I quite liked Saba. There is a bit of Katniss Everdeen in her - that familiar determination, stubbornness, strength, charisma and heightened survival instincts. In fact, Blood Red Road is a celebration of girl power. You will not see a single limp damsel in distress in this novel. Women here, regardless of their age, are strong and self-reliant and, surprisingly, they don't waste their time on trying to prove they have balls to the men around them by wearing pants and rejecting everything feminine. They simply are women and they kick ass. No gender politics and struggles here. Very refreshing.
What else is great about the book it the writing style. I am guessing it will be a hit or miss with the readers. Saba lives in a world where almost all traces of civilization are gone. She can't read or write, so her narrating style consists of abrupt, grammatically-incorrect sentences. Somehow it adds character to Saba's voice and urgency to the story itself. The pacing of this novel is fast and it is never boring.

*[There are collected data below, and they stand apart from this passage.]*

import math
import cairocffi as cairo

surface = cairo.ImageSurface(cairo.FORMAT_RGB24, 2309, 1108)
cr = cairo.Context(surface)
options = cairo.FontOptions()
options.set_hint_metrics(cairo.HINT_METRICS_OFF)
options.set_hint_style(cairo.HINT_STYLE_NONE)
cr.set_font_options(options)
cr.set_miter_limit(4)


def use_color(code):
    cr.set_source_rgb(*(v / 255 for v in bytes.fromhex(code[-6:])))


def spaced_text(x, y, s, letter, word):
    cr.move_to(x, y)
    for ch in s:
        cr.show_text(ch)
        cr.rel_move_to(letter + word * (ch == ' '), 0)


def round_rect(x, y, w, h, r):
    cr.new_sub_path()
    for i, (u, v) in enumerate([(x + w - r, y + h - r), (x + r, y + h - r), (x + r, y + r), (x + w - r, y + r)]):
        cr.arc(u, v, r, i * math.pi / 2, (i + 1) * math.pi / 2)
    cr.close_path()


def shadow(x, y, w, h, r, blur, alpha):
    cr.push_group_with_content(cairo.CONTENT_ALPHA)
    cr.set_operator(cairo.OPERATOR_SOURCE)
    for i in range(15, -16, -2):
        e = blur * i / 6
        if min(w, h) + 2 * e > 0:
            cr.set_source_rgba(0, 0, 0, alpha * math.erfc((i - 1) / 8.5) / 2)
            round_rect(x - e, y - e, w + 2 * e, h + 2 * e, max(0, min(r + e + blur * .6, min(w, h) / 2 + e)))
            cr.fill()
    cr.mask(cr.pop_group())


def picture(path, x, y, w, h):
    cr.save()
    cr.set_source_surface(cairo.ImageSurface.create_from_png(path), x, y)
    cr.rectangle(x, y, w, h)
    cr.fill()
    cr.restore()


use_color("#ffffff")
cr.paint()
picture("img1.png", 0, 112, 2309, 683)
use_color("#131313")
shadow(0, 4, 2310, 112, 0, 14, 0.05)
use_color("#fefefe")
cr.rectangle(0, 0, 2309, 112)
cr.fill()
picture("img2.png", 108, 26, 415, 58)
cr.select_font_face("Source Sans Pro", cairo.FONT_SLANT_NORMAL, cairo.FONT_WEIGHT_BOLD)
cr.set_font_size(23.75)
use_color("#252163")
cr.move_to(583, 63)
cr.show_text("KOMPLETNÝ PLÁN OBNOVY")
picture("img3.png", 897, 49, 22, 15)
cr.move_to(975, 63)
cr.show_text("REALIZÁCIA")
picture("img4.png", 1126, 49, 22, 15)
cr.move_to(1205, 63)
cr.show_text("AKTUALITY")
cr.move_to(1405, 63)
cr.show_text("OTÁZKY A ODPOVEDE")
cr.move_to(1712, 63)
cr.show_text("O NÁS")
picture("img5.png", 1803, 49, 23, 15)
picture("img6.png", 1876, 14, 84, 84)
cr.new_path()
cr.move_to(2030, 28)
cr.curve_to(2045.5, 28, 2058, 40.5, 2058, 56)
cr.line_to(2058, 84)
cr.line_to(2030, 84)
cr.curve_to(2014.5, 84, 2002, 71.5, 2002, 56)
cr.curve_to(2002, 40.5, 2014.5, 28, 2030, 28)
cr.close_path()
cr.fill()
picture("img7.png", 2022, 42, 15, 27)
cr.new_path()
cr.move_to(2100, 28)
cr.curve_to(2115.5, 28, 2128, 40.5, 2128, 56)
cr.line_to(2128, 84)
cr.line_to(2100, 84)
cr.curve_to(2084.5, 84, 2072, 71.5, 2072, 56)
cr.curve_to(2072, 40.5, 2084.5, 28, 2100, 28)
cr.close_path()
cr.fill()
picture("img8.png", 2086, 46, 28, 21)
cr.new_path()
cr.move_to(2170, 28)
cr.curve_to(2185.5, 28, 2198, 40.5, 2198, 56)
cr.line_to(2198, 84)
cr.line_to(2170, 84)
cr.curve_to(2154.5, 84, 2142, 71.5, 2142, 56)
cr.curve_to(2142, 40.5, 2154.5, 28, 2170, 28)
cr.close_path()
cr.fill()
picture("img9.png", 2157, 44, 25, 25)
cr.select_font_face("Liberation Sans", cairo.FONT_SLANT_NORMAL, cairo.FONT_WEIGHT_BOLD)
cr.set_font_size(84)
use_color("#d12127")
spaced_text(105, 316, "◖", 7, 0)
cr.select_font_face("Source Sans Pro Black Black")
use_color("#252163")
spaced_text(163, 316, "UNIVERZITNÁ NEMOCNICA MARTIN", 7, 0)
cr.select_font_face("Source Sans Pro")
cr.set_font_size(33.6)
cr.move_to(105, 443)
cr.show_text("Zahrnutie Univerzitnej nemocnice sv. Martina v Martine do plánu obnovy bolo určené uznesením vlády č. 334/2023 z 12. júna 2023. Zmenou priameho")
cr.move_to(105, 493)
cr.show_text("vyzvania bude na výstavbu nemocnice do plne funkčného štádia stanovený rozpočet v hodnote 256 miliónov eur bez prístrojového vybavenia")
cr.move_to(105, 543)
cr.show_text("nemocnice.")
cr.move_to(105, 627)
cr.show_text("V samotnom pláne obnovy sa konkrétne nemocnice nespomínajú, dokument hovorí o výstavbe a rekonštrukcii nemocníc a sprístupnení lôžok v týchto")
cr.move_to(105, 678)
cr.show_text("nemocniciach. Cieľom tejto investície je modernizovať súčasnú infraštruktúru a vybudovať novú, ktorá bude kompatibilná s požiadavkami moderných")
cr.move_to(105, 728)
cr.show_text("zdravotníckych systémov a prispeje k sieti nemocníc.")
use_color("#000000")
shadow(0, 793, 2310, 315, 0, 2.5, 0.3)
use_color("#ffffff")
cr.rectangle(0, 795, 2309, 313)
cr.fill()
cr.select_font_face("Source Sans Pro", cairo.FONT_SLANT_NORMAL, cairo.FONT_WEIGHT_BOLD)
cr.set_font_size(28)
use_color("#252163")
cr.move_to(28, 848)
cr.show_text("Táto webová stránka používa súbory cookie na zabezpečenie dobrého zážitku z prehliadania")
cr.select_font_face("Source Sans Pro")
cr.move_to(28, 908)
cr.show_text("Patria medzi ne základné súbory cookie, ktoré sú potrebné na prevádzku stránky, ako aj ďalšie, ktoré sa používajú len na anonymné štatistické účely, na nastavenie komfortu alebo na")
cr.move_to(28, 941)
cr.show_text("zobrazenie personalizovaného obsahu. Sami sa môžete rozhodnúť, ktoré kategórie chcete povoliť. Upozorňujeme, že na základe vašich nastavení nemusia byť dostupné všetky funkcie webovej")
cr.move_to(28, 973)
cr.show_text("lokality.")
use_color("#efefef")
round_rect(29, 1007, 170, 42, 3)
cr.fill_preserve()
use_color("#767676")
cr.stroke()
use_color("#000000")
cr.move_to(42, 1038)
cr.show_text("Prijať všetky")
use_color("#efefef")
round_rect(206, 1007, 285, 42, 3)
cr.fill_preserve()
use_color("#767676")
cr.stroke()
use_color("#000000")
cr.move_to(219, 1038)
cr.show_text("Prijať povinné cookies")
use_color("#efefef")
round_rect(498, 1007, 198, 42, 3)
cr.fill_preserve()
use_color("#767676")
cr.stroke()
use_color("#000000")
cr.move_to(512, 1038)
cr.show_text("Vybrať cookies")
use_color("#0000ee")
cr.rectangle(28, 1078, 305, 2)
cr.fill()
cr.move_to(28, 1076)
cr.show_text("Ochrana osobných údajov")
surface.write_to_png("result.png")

On the other hand, I agree with other reviewers who think the first part of the novel is stronger than the second. Very true. The first half is intense and suspenseful, colored by Saba's single desire to save her brother. The second half is still well-paced, but is diluted by rather predictable plot twists and formulaic romantic back and forth. Although I won't be complaining about romance for too long. I would have been upset if there was none and the main male squeeze is a cool, likable dude. Sufficiently hot make-out sessions were greatly appreciated as well.
All in all, I am left with a feeling that the beginning of the novel indicated that the book would be something more ambitious, something more important and meaningful. What it is is a well-written, fast paced adventure-type commercial teen fiction which is not such a bad thing IMO.
Blood Red Road might not be my favorite book in the dystopian/post-apocalyptic genre, but it is definitely one of the better ones. I look forward to reading the next two books in this promising new trilogy.